RECORDS FOR THE EXERCISE:
>>>>
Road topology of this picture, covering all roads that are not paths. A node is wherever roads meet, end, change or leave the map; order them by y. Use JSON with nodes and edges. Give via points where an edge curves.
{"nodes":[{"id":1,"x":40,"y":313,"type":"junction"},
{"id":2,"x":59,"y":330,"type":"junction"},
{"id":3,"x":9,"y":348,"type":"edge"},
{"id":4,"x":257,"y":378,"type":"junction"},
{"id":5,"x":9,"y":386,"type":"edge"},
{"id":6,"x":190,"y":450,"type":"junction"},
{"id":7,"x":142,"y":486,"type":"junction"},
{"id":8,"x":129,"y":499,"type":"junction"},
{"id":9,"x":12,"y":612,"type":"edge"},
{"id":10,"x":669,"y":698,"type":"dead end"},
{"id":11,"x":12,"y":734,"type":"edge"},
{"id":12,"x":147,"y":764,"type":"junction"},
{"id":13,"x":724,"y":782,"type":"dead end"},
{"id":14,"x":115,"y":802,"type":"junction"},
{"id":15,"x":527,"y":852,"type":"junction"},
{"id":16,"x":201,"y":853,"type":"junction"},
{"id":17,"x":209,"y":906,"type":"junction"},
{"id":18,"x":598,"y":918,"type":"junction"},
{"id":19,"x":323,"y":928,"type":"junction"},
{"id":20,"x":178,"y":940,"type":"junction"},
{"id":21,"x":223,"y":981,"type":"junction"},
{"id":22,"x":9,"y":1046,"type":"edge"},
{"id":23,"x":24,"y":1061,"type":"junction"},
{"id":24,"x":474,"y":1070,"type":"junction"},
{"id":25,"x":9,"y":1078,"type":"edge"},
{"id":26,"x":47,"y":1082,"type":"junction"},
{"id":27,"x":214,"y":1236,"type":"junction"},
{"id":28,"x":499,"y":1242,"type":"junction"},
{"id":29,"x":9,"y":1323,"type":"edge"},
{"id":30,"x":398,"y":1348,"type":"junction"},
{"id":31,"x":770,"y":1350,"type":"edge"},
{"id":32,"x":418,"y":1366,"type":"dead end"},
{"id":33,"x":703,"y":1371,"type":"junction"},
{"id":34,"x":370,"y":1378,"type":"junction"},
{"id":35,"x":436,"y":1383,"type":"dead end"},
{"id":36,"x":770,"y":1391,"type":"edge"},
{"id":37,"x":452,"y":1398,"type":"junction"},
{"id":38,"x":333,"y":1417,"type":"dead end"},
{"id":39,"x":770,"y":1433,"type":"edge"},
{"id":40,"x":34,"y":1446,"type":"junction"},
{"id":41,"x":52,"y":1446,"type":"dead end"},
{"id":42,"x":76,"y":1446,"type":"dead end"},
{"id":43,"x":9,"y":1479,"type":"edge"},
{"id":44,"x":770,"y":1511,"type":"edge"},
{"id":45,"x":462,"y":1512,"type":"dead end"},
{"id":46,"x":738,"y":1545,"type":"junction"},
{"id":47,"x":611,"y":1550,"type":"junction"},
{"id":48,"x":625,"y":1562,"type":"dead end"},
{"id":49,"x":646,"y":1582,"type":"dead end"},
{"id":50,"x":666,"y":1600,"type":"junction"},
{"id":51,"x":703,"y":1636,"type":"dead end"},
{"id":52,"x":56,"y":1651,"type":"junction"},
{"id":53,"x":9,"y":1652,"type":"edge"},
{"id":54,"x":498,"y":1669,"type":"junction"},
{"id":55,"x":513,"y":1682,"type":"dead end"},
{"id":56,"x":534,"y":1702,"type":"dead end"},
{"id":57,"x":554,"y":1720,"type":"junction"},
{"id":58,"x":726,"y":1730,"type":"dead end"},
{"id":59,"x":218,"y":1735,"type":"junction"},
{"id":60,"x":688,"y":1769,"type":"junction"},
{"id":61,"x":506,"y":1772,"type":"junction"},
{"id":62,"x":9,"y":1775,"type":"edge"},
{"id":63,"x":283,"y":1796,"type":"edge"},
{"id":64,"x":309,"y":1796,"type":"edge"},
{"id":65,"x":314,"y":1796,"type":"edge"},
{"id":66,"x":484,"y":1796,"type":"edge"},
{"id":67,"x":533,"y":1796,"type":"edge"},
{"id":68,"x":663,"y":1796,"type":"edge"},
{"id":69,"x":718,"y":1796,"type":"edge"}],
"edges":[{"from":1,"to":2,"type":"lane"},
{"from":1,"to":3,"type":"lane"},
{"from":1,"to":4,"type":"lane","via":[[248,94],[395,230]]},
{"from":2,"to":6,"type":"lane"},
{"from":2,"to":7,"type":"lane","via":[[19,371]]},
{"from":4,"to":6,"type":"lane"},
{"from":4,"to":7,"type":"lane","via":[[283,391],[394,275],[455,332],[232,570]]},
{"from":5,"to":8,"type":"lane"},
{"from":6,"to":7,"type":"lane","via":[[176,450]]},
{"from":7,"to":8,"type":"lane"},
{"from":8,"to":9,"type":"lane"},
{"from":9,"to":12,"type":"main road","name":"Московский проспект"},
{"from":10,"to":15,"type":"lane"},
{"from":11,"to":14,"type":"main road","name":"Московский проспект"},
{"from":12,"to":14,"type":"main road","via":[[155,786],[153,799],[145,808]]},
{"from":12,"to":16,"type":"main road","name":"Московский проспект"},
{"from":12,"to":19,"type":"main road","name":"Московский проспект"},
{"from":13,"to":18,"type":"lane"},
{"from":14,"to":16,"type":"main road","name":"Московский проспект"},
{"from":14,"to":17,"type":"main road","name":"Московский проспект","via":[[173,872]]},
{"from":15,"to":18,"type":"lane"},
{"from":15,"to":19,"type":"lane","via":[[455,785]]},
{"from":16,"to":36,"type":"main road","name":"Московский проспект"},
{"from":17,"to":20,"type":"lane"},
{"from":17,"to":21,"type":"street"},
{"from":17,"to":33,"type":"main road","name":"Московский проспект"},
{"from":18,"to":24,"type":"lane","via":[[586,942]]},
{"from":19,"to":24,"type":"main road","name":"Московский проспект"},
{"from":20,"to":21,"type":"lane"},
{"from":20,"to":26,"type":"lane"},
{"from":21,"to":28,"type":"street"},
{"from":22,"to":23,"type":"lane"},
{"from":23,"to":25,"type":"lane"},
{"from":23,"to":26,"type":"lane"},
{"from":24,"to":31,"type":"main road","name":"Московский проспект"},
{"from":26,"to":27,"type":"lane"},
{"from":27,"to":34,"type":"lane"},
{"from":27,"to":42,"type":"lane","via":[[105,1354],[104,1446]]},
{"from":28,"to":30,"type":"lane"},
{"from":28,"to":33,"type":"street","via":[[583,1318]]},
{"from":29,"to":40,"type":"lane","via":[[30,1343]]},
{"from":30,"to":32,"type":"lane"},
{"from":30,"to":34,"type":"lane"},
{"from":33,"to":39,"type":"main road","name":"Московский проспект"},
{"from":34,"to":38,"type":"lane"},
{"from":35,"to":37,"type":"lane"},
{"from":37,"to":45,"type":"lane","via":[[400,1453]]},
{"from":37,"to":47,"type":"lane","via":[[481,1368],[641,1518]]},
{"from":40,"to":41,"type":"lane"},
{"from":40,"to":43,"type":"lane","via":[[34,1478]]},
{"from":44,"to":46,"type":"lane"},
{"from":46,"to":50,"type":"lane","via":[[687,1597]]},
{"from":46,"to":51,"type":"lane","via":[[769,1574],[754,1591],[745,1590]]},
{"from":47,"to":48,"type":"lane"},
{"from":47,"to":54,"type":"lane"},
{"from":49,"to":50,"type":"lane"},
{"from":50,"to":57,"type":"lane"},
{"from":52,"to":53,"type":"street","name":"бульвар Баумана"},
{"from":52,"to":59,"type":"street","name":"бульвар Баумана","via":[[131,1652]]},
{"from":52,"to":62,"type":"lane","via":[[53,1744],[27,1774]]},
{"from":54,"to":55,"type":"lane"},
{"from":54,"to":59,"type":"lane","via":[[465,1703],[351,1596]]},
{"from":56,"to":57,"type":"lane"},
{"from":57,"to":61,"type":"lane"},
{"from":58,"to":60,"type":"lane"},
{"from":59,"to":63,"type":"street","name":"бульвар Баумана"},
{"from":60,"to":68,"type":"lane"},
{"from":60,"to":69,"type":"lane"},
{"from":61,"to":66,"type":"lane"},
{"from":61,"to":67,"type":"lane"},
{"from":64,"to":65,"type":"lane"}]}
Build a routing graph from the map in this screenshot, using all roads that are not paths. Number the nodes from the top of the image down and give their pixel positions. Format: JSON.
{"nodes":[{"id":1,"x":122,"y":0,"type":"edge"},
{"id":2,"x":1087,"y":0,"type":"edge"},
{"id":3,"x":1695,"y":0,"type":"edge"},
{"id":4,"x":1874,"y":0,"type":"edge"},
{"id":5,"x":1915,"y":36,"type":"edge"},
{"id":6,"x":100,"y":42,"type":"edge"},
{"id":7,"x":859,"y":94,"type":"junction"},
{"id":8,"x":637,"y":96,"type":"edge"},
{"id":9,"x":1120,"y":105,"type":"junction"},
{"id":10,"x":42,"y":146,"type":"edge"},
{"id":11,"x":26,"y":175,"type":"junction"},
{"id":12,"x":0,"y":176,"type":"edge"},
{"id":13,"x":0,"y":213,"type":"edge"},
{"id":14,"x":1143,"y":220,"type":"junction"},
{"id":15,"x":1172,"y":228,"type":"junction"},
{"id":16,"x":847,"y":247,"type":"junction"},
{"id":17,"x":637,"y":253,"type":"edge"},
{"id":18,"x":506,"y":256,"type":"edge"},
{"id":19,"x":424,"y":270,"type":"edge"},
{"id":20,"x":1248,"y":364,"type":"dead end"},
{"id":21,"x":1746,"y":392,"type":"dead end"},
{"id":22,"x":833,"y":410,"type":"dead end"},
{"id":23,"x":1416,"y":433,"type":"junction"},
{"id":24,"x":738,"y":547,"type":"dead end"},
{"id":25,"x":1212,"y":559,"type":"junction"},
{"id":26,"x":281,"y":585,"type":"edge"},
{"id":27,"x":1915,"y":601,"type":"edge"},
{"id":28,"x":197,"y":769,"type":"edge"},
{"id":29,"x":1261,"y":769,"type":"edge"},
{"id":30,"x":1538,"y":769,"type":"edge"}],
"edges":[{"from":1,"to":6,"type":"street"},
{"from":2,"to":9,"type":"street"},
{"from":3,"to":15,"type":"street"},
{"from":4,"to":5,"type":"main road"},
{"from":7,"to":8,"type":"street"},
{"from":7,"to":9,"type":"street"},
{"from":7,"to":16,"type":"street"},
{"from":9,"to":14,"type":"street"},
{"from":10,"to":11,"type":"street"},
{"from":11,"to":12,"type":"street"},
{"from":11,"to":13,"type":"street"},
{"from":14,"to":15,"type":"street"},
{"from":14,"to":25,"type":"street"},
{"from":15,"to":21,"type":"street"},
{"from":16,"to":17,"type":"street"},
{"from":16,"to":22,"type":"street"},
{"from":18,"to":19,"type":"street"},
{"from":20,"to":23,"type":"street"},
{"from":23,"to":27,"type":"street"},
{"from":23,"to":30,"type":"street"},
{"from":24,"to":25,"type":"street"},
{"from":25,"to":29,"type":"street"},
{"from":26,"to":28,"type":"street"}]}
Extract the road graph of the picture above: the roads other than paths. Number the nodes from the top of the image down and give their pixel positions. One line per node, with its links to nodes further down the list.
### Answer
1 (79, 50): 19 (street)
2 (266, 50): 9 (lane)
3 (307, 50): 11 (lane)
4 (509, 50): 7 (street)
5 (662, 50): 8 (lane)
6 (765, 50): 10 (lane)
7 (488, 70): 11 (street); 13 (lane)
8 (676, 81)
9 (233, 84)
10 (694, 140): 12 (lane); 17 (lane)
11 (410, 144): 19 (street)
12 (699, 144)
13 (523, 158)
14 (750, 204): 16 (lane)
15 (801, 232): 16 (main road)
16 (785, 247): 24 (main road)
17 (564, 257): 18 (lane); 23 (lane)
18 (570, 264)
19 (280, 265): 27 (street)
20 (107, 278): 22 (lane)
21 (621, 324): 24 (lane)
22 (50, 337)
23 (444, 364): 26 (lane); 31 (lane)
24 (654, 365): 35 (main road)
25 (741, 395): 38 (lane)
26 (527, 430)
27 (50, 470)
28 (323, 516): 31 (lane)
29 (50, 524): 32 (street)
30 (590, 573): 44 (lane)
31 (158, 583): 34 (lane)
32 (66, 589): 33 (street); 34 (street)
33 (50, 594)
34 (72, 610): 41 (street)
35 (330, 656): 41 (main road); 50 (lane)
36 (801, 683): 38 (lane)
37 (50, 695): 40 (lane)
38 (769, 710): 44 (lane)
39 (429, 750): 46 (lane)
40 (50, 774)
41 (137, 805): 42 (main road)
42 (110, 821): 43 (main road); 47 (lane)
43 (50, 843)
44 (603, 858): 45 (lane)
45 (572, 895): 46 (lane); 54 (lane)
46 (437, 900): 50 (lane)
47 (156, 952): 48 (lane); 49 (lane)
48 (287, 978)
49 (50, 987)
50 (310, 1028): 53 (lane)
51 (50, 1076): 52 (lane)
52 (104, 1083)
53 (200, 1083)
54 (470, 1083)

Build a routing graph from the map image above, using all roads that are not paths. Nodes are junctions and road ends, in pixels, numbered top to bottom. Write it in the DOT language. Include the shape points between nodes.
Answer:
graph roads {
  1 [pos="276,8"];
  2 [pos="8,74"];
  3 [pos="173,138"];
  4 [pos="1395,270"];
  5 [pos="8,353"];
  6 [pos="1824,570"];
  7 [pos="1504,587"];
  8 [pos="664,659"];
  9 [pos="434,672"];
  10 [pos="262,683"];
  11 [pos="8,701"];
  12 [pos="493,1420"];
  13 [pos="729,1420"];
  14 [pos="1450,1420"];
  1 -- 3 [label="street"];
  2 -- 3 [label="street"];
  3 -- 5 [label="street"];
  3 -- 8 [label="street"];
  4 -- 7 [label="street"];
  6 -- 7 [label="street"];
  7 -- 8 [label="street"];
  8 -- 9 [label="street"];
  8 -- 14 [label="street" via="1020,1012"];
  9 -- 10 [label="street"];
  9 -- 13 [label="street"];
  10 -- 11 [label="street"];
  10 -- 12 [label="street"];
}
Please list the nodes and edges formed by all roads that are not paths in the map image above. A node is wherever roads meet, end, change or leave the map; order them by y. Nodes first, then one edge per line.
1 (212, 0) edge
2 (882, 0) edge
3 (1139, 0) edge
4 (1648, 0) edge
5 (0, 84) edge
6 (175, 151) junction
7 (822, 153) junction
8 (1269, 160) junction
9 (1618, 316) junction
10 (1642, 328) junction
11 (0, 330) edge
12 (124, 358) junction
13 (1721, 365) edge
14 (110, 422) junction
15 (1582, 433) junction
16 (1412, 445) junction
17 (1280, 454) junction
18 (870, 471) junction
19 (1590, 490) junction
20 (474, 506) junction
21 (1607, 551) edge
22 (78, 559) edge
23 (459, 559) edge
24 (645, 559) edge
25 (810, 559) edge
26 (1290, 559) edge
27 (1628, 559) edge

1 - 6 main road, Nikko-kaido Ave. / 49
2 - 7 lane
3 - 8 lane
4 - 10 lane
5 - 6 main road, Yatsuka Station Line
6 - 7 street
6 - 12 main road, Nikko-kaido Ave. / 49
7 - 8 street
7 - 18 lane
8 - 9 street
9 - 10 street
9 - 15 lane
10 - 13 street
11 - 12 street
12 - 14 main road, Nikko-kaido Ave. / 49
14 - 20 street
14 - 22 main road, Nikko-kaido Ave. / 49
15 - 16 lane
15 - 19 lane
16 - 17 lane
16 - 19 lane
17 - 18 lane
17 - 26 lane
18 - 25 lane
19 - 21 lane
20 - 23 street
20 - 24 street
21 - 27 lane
<<<<
Which lines in the records contain the word "kaido"? Copy each one.

REPLY:
1 - 6 main road, Nikko-kaido Ave. / 49
6 - 12 main road, Nikko-kaido Ave. / 49
12 - 14 main road, Nikko-kaido Ave. / 49
14 - 22 main road, Nikko-kaido Ave. / 49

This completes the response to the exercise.